Ziel der ITW-Aktivitäten ist es, der Bevölkerung Informationen und Eindrücke über die Bedeutung des Waldes zu vermitteln. Im Fokus stehen seine vielfältigen Leistungen und die verschiedensten Aspekte der Nutzung durch den Menschen. Der ITW findet jährlich am 21. März statt.
In den 1970er Jahren wurde der Internationale Tag des Waldes (ITW) durch die FAO (Ernährungs- und Landwirtschaftsorganisation der UNO) lanciert.
Der ITW in der Schweiz
In der Schweiz legt das Bundesamt für Umwelt BAFU zusammen mit den an Wald und Holz interessierten Organisationen das jeweilige Thema fest. Es sollen aktuelle Waldthemen ins Zentrum gestellt werden. Dabei stehen Wissensvermittlung und Sensibilisierung im Vordergrund.
Das BAFU nimmt den ITW zum Anlass, verschiedene Themen aus dem Bereich Wald und Holz zu thematisieren. Das gewählte Thema wird sechs Monate vor dem jeweiligen ITW kommuniziert.

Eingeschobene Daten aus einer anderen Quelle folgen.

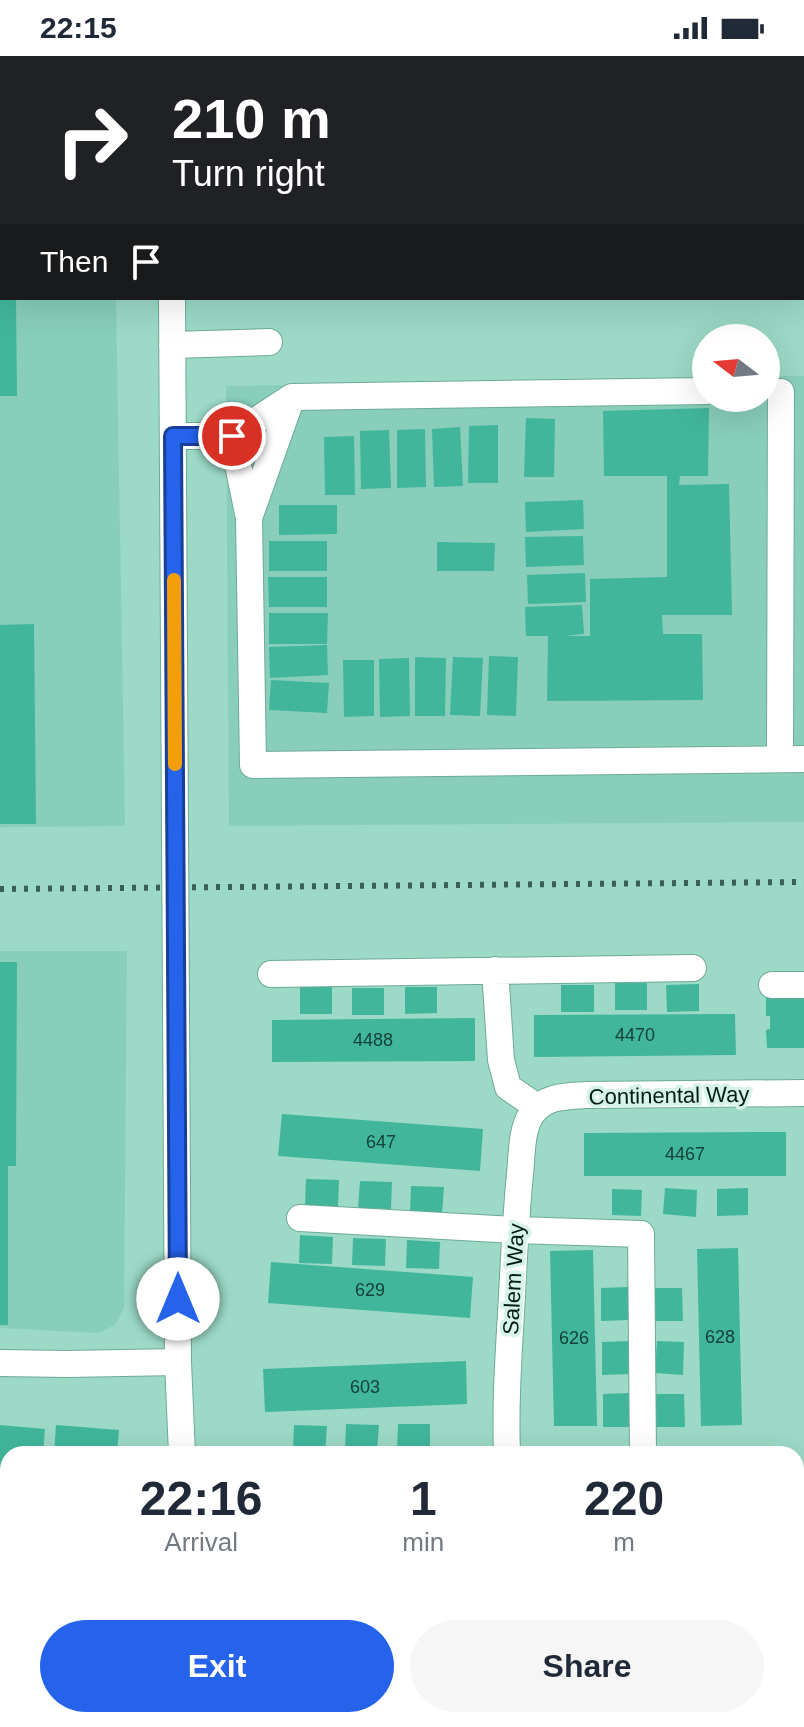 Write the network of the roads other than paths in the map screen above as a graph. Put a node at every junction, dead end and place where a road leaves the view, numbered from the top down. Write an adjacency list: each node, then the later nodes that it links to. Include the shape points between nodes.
1 (172, 300): 3 (street)
2 (269, 342): 3 (street)
3 (172, 345): 7 (street)
4 (692, 391): 6 (street)
5 (784, 392): 10 (street)
6 (292, 397): 8 (street); 9 (street)
7 (173, 436): 8 (street); 20 (street)
8 (232, 436): 9 (street)
9 (249, 518): 10 (street, via 253,765)
10 (792, 759)
11 (693, 968): 12 (street)
12 (495, 970): 13 (street); 17 (street, via 508,1087)
13 (271, 974)
14 (772, 985): 15 (street)
15 (804, 985)
16 (804, 1093): 17 (street, Continental Way, via 586,1095 549,1099)
17 (537, 1107): 19 (street, Salem Way, via 525,1129)
18 (300, 1218): 19 (street)
19 (516, 1230): 23 (street, Salem Way); 24 (street, via 641,1234)
20 (178, 1362): 21 (street); 22 (street)
21 (0, 1363)
22 (182, 1446)
23 (507, 1446)
24 (643, 1446)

Es steht allen Partnern und Interessierten frei, das Thema aus ihrer Sicht aufzunehmen und umzusetzen. Das BAFU kann je nach gewähltem Thema bei Bedarf gezielte Partnerschaften eingehen.
Während eines Jahres finden in den Schweizer Wäldern diverse lokale Aktivitäten zum festgelegten ITW-Thema statt. Initiiert werden sie von privaten oder öffentlichen Waldbesitzern, Forstbetrieben, Vereinen, Schulen oder weiteren Organisationen. Durch diese Anlässe machen viele Leute immer wieder nachhaltige wirkende und bewegende Walderfahrungen.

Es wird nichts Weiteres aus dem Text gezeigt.